Start of Records for processing
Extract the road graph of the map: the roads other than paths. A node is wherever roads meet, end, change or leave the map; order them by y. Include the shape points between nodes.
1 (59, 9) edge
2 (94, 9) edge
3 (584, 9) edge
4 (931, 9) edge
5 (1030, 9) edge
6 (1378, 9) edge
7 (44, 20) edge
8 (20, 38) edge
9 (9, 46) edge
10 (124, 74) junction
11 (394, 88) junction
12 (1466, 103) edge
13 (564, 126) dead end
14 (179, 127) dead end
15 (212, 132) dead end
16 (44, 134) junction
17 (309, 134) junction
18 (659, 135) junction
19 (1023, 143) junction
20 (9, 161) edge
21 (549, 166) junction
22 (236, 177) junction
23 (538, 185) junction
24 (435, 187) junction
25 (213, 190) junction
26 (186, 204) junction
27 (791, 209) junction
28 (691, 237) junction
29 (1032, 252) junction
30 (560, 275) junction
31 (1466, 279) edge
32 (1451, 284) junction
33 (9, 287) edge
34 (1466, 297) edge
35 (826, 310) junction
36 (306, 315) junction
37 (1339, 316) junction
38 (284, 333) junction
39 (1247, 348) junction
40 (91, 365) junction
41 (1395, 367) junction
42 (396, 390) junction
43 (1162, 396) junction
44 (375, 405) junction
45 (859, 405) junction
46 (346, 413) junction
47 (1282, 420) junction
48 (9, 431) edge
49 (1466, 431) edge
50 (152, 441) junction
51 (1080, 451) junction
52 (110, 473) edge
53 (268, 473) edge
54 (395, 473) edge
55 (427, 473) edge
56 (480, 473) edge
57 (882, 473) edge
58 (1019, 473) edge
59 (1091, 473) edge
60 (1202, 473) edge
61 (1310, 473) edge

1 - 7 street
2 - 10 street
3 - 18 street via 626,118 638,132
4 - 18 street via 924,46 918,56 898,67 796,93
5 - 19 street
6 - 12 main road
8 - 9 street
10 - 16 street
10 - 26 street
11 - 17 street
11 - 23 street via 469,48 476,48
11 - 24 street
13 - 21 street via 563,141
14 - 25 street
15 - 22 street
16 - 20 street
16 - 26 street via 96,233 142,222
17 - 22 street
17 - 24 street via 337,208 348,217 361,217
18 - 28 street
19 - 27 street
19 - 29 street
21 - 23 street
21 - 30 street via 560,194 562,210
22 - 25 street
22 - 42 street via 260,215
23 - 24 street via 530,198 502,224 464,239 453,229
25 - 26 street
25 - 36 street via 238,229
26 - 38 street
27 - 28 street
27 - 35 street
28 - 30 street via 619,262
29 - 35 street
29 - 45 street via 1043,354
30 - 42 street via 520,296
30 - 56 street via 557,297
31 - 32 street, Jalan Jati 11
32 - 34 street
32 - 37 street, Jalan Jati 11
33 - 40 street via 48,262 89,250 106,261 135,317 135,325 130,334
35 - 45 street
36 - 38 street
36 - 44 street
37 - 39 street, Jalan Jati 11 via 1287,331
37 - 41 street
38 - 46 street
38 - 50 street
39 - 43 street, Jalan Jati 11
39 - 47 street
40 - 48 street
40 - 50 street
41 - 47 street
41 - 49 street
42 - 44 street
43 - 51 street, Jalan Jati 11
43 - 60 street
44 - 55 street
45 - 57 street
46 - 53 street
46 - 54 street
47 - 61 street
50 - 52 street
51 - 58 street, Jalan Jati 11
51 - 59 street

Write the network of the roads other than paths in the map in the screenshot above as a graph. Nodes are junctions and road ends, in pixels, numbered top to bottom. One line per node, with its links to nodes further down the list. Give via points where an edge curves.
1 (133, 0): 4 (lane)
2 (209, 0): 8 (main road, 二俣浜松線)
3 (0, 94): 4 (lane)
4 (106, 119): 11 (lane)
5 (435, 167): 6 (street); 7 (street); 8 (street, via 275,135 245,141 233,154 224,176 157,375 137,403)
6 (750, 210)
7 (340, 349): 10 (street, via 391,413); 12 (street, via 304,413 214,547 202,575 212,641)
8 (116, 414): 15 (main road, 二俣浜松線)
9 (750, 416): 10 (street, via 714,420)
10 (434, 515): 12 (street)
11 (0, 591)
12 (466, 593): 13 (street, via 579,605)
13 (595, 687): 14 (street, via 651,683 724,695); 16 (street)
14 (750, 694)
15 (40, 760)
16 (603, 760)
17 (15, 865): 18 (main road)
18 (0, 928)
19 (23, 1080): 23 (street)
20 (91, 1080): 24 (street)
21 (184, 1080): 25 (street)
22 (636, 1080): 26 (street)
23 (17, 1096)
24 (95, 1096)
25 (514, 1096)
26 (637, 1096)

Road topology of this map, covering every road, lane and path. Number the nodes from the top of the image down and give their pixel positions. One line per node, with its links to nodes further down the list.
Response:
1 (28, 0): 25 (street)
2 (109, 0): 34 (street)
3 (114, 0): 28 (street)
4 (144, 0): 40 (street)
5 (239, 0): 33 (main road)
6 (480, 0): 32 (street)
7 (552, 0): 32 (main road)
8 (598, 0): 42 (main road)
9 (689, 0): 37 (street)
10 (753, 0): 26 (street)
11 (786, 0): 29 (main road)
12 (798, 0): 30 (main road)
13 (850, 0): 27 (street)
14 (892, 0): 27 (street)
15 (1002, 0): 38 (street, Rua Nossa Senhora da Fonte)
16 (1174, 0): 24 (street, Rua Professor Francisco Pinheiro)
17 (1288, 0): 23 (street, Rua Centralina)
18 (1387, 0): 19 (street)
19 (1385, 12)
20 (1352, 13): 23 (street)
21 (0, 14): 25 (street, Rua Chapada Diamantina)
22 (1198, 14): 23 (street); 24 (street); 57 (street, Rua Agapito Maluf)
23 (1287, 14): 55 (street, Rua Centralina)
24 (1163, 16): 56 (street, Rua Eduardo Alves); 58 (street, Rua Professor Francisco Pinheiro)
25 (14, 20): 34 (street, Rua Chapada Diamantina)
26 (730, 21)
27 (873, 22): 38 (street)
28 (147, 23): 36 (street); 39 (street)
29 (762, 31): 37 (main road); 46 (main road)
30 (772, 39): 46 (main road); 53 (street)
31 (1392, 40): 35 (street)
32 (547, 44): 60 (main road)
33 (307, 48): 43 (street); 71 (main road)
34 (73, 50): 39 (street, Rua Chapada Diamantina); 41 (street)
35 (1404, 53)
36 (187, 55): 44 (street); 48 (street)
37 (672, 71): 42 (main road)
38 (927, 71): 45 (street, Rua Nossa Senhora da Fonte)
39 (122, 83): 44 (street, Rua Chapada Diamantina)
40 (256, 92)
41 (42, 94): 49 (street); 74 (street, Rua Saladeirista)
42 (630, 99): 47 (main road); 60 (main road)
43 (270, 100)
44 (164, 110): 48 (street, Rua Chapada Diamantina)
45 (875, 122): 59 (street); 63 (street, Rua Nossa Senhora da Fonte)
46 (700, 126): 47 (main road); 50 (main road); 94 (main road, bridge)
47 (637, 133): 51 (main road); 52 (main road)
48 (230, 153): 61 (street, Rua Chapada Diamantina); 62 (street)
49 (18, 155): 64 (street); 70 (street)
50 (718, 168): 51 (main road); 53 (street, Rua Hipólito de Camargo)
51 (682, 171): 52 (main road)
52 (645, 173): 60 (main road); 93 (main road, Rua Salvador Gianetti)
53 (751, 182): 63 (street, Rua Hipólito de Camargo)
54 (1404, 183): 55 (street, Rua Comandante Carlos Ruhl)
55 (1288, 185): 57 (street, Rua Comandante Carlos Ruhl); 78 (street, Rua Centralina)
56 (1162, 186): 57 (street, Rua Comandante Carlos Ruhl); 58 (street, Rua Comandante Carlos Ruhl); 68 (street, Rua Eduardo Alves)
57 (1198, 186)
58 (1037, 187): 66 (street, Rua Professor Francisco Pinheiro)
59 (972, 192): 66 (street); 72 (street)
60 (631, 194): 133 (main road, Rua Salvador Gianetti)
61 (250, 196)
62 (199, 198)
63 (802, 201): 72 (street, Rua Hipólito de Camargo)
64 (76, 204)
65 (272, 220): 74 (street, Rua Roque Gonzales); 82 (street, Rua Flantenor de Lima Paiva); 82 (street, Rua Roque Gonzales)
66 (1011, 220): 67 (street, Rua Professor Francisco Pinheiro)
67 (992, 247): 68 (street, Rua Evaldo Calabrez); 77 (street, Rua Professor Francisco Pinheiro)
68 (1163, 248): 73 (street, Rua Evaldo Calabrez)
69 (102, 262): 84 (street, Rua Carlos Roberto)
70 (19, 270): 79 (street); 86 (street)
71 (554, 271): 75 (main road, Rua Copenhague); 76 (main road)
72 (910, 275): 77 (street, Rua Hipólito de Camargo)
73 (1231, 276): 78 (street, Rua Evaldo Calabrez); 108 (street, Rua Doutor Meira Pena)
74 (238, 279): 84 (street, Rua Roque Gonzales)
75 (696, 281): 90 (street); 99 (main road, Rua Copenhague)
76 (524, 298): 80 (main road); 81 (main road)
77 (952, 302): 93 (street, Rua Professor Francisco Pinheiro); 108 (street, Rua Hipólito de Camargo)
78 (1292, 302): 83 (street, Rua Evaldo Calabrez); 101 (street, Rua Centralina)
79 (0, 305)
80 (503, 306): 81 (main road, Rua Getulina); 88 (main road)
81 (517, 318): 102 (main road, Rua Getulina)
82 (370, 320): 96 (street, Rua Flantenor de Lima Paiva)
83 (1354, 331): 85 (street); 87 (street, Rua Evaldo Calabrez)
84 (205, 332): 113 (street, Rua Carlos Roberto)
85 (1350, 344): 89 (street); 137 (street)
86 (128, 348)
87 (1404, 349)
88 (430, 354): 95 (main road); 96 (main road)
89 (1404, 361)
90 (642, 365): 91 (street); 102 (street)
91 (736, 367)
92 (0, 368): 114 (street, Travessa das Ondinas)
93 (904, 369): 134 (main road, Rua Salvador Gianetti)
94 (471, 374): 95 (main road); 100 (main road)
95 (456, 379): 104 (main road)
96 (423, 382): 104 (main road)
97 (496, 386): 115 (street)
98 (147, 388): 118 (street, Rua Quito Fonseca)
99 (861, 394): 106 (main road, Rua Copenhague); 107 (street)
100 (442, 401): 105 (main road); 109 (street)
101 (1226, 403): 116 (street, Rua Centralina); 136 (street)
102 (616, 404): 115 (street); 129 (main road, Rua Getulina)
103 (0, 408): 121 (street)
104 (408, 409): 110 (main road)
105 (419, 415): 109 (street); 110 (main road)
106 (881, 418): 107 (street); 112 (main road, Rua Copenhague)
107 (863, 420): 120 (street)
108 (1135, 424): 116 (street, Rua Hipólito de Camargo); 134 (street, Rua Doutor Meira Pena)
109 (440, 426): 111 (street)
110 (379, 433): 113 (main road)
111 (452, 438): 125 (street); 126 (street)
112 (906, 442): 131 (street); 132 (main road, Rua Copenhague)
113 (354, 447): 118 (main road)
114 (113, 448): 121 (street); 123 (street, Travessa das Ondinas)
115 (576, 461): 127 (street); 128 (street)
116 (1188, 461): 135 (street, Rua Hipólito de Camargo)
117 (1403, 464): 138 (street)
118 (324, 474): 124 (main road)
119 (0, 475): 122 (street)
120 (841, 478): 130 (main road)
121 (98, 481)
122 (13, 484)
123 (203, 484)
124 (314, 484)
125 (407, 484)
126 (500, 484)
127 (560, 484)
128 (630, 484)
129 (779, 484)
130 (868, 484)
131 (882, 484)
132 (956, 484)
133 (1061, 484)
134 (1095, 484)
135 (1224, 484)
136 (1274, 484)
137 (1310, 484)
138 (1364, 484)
End of Records for processing
What is required: The expected result is a copy of each line in the records where "Centralina" appears.

Answer section:
17 (1288, 0): 23 (street, Rua Centralina)
23 (1287, 14): 55 (street, Rua Centralina)
55 (1288, 185): 57 (street, Rua Comandante Carlos Ruhl); 78 (street, Rua Centralina)
78 (1292, 302): 83 (street, Rua Evaldo Calabrez); 101 (street, Rua Centralina)
101 (1226, 403): 116 (street, Rua Centralina); 136 (street)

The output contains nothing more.